● **Required action**: Out of the entries that follow, copy each line containing "image".

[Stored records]

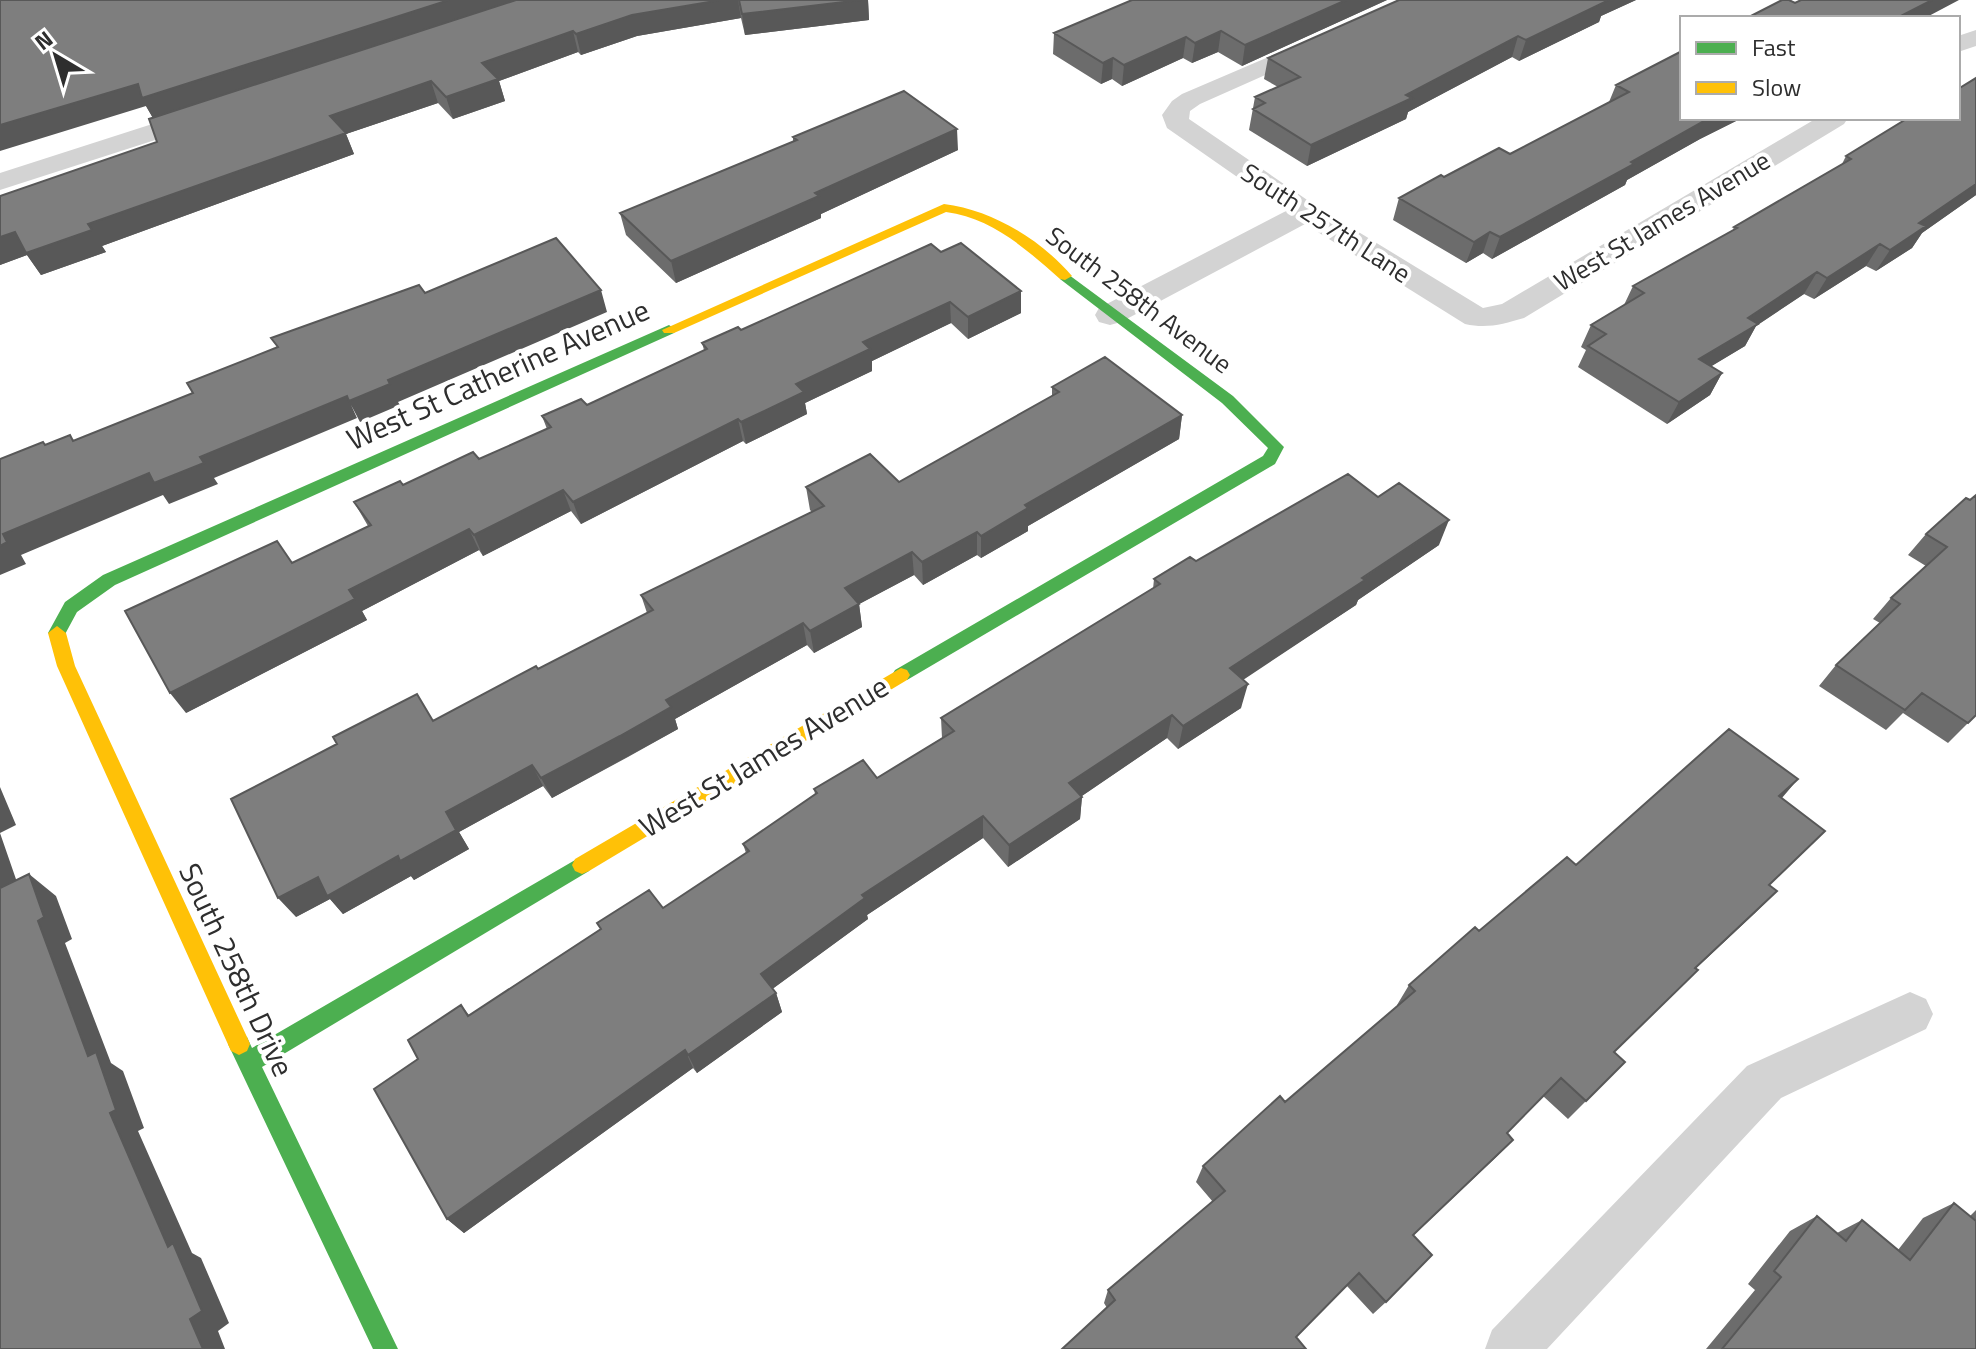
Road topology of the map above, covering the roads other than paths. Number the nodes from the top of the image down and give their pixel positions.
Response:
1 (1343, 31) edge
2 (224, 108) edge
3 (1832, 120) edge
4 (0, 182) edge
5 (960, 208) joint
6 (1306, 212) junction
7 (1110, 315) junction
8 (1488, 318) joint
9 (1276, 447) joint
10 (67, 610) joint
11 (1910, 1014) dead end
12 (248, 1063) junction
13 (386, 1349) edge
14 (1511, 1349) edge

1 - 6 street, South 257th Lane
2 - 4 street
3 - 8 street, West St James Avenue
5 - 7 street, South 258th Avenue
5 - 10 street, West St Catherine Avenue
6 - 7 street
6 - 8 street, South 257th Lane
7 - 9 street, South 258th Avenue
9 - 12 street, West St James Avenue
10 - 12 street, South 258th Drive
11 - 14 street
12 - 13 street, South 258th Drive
--
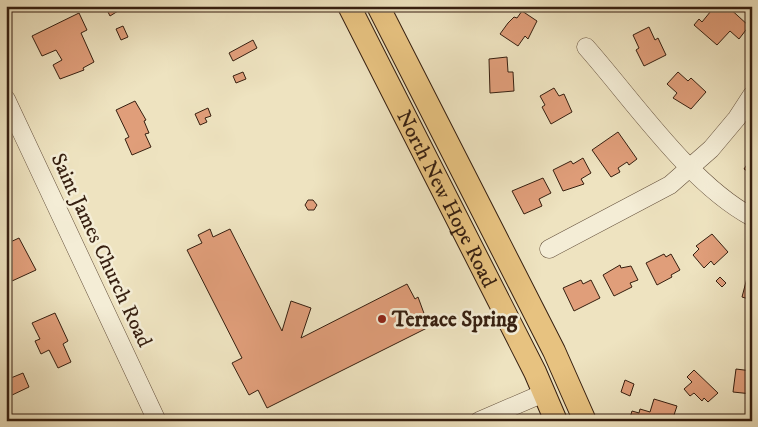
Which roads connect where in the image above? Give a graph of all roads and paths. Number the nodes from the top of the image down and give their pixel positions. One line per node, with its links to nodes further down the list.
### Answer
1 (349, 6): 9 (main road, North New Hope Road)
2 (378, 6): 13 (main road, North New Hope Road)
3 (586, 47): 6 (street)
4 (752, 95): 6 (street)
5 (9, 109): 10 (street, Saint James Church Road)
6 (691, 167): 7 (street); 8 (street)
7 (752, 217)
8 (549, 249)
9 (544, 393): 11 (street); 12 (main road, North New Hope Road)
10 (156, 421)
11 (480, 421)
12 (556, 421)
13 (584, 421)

● **Task response**:
Road topology of the map above, covering the roads other than paths. Number the nodes from the top of the image down and give their pixel positions.
Which roads connect where in the image above? Give a graph of all roads and paths. Number the nodes from the top of the image down and give their pixel positions. One line per node, with its links to nodes further down the list.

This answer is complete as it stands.